Once the line containing "pinky pip: (121, 623)" is found in the entries below, reproduce it and every line after it, stopping at and including the line containing "pinky tip: (355, 473)"; reproduce nothing else, and keep each line exact.

Stored items from a collection
****

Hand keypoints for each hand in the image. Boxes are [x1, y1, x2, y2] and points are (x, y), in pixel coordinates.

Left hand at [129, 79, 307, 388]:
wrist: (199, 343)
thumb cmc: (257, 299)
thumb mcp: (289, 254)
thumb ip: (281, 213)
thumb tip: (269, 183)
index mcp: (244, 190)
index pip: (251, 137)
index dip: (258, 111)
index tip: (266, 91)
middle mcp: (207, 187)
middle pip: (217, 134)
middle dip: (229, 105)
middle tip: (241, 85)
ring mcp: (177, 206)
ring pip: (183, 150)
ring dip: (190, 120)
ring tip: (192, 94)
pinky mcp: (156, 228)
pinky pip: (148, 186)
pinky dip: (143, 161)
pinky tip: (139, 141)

****

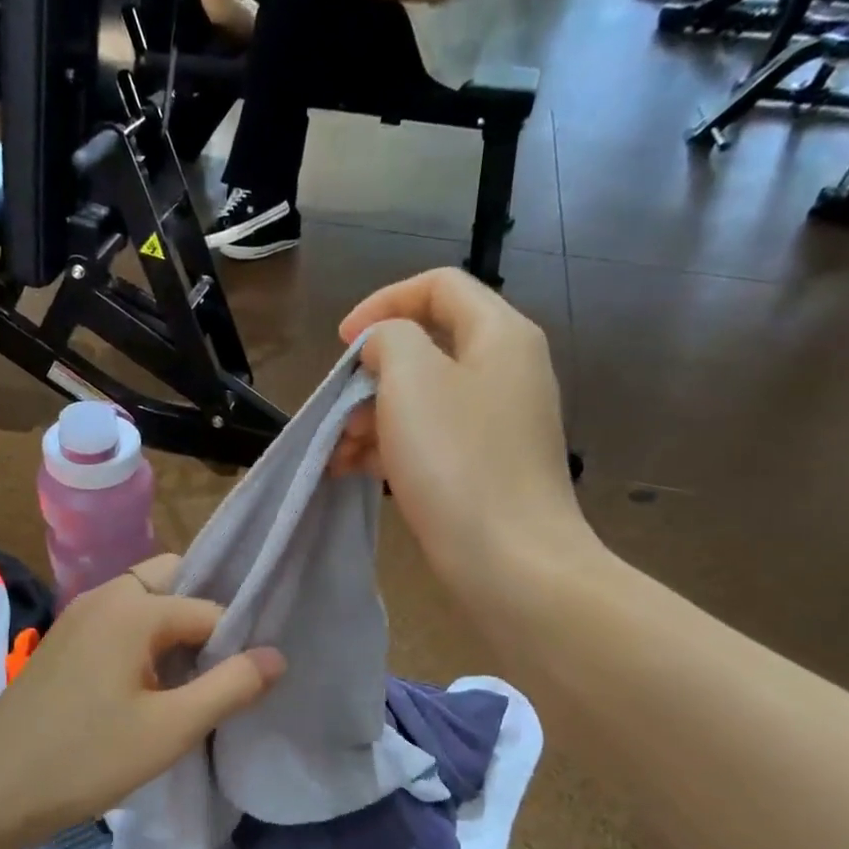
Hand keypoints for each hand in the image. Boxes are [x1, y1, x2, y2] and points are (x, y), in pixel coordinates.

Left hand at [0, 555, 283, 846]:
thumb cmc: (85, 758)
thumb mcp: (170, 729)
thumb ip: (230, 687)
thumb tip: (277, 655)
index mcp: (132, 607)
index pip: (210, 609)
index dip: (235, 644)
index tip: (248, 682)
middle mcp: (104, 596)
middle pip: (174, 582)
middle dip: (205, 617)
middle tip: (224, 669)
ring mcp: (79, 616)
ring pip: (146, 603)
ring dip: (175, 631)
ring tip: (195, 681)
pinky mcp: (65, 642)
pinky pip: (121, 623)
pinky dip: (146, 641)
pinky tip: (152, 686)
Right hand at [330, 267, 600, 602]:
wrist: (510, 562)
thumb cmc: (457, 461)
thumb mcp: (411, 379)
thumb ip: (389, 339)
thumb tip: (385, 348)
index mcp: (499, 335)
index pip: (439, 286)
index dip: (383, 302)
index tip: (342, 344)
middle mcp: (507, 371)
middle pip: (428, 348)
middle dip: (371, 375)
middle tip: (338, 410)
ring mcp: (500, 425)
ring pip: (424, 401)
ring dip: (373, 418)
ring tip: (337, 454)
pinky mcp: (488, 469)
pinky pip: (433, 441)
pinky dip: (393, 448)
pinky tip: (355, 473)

****

→ Expected output
pinky pip: (121, 623)
pinky dip: (146, 641)
pinky tip: (152, 686)
Right hand at [330, 267, 600, 602]:
wrist: (510, 562)
thumb cmc: (457, 461)
thumb mcp: (411, 379)
thumb ip: (389, 339)
thumb tip: (385, 348)
index mcp: (499, 335)
index pip: (439, 286)
index dip: (383, 302)
index tip: (342, 344)
middle mcp: (507, 371)
middle pip: (428, 348)
middle dip: (371, 375)
middle tip: (338, 410)
ring mcp: (500, 425)
ring pip: (424, 401)
ring dip: (373, 418)
ring tip: (337, 454)
pinky mcp: (488, 469)
pinky pip: (433, 441)
pinky dip: (393, 448)
pinky tip: (355, 473)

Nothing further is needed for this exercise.